Что же касается инстанции кассационной, то из общего правила о гласности заседаний ее (ст. 918 УУС) закон не делает никаких исключений. Это не недомолвка, а постановление намеренное, которое объясняется, во-первых, тем, что кассационный суд не рассматривает дела по существу, ограничиваясь оценкой указанных сторонами нарушений закона, допущенных решавшим дело судом; во-вторых, что оглашению при кассационном разбирательстве могут подлежать лишь те обстоятельства дела, которые вошли в вопросы суда и в его резолюцию или приговор, т.е. в таких судебные акты, которые и в судах по существу до закона 1887 г. подлежали (ст. 624) порядку безусловной гласности.

Но Сенат, снисходя к интересам лиц женского пола, потерпевших от преступлений против женской чести, вынужден был видоизменить правило закона об оглашении происходящего на суде в печати; решения его по таким делам публикуются на общем основании, но фамилия потерпевшей означается не вполне, а лишь начальными буквами.
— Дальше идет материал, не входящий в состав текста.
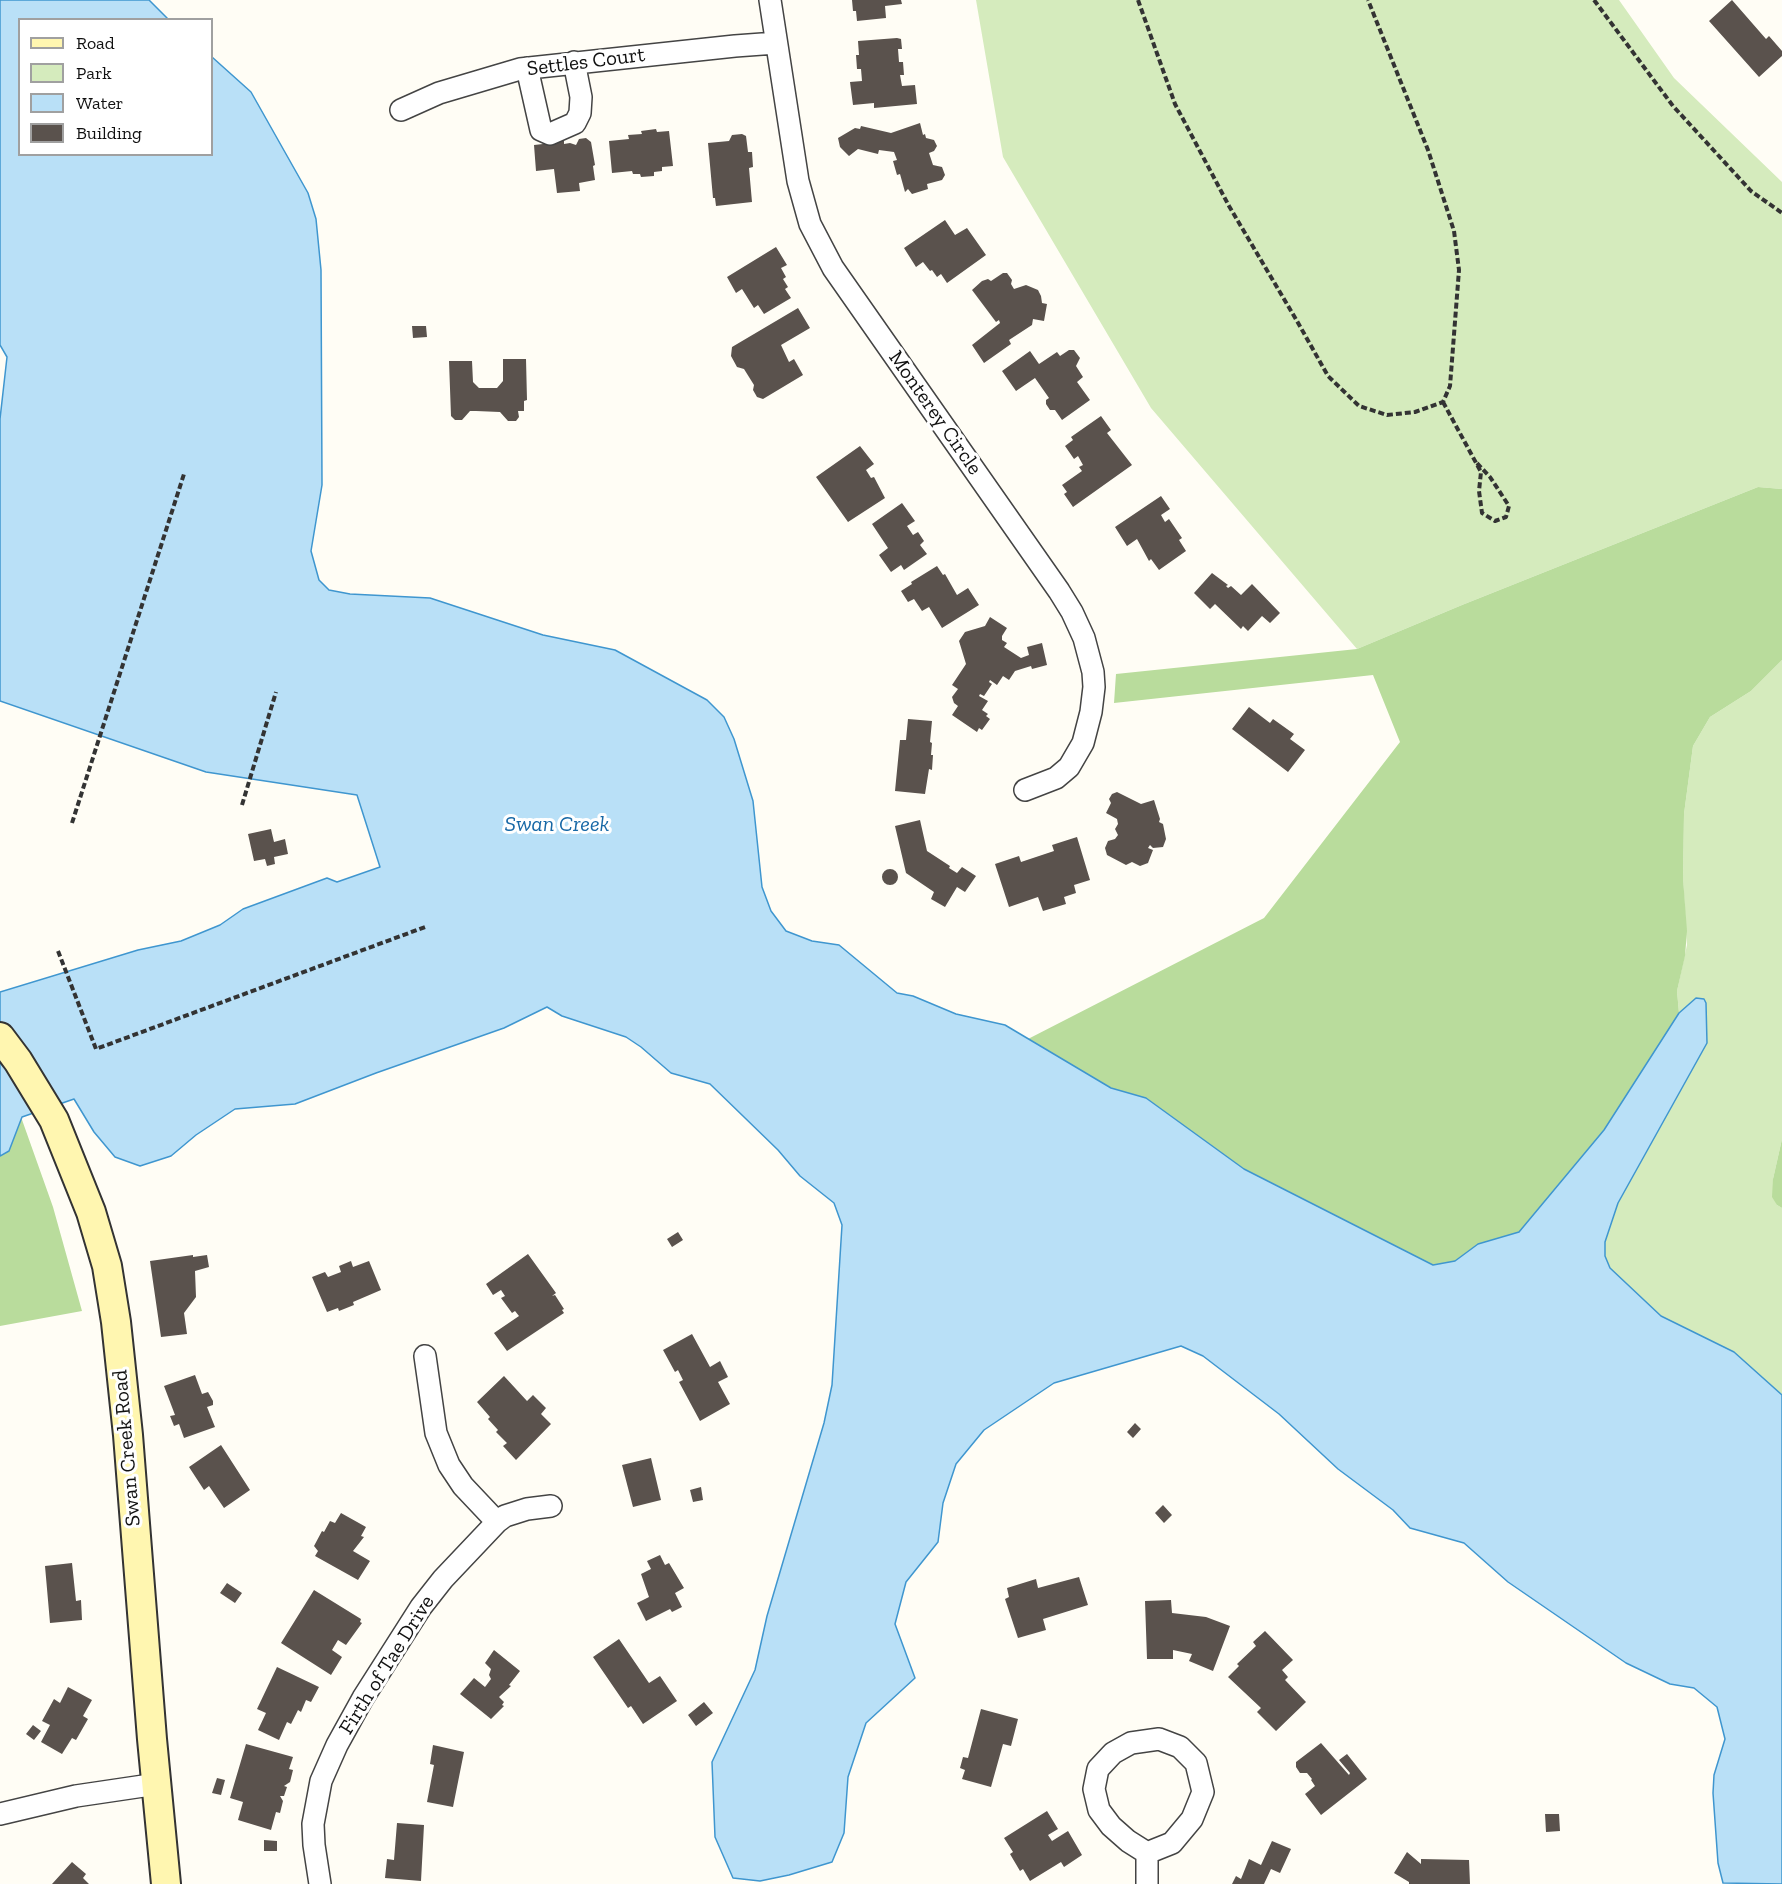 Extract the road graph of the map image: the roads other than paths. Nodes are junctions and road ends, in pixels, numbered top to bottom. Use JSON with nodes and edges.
{"nodes":[{"id":1,"x":770,"y":0,"type":"edge"},
{"id":2,"x":776,"y":43,"type":"junction"},
{"id":3,"x":574,"y":62,"type":"junction"},
{"id":4,"x":527,"y":68,"type":"junction"},
{"id":5,"x":401,"y":110,"type":"dead end"},
{"id":6,"x":1025,"y":790,"type":"dead end"},
{"id":7,"x":0,"y":1037,"type":"edge"},
{"id":8,"x":425,"y":1356,"type":"dead end"},
{"id":9,"x":551,"y":1506,"type":"dead end"},
{"id":10,"x":497,"y":1522,"type":"junction"},
{"id":11,"x":157,"y":1784,"type":"junction"},
{"id":12,"x":0,"y":1815,"type":"edge"},
{"id":13,"x":1147,"y":1853,"type":"junction"},
{"id":14,"x":166,"y":1884,"type":"edge"},
{"id":15,"x":320,"y":1884,"type":"edge"},
{"id":16,"x":1147,"y":1884,"type":"edge"}],
"edges":[{"from":1,"to":2,"type":"street","name":"Monterey Circle"},
{"from":2,"to":3,"type":"street","name":"Settles Court"},
{"from":2,"to":6,"type":"street","name":"Monterey Circle"},
{"from":3,"to":4,"type":"street","name":"Settles Court"},
{"from":3,"to":4,"type":"street"},
{"from":4,"to":5,"type":"street","name":"Settles Court"},
{"from":7,"to":11,"type":"street","name":"Swan Creek Road"},
{"from":8,"to":10,"type":"street"},
{"from":9,"to":10,"type":"street","name":"Firth of Tae Drive"},
{"from":10,"to":15,"type":"street","name":"Firth of Tae Drive"},
{"from":11,"to":12,"type":"street"},
{"from":11,"to":14,"type":"street","name":"Swan Creek Road"},
{"from":13,"to":13,"type":"street"},
{"from":13,"to":16,"type":"street"}]} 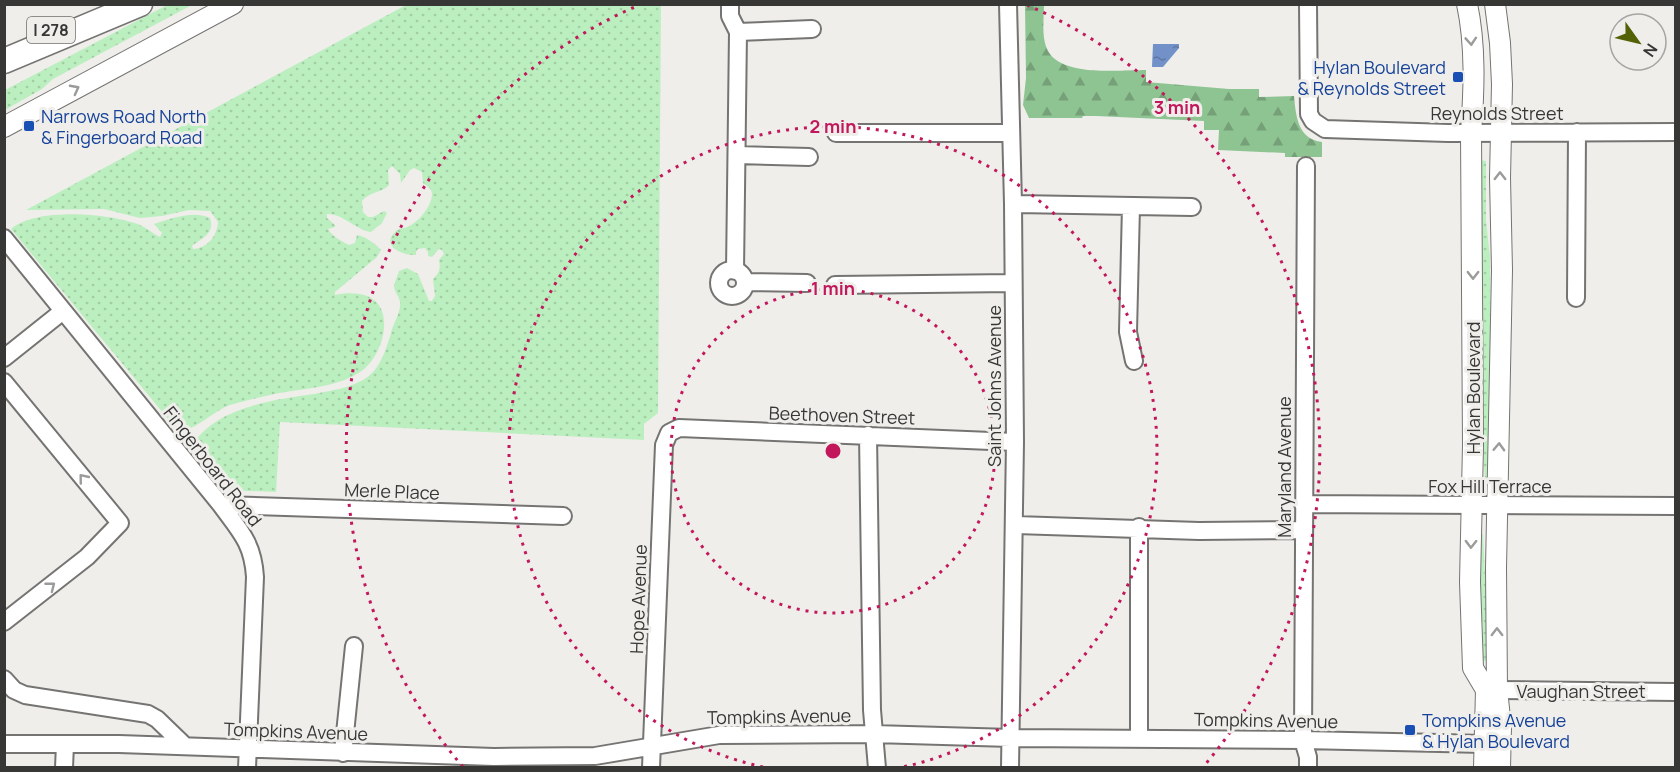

Это применяется и при докладе дела сенаторами.


[1] Что было результатом несогласования относившихся сюда постановлений с последовавшим в проекте изменением произнесения резюме председателя на время после постановки вопросов, а не ранее того, как предполагалось прежде.

[2] Нельзя поэтому признать правильным положение, высказанное Сенатом в решении по делу князя Челокаева (1876/268), по которому при обвинении подсудимого в нескольких преступлениях, из коих одни подлежали негласному, а другие гласному разбору, сообразнее с требованием закона закрыть двери заседания для публики на все время судебного следствия по всем делам, если суд не мог знать перед открытием заседания, можно ли произвести судебное следствие так, чтобы отделить от него части, подлежащие обследованию при закрытых дверях, от тех, которые могут быть обследованы публично.

[3] Ст. 1056: “… Дела о других государственных преступлениях рассматриваются в публичном или закрытом судебном заседании по усмотрению суда, от которого зависит закрыть двери заседания и на какие-либо отдельные судебные действия, до объявления судебных прений прекращенными”.

[4] Так как “совершенное устранение гласности в производстве некоторых дел было бы вместе с тем и устранением самой надежной гарантии в соблюдении по этим делам установленного порядка и в усердном исполнении судьями, присяжными заседателями, прокурорами и защитниками подсудимых лежащих на них обязанностей” (Журн. соед. деп. Госуд. совета. 1864. №47. С 54.

[5] За исключением случаев устранения лиц женского пола и несовершеннолетних, применяемого единоличной властью председателя.

Иван Фойницкий

Иван Яковлевич Фойницкий — известный российский учёный-юрист, криминолог, ординарный профессор, товарищ обер-прокурора Уголовного кассационного департамента Правительствующего сената. Тайный советник.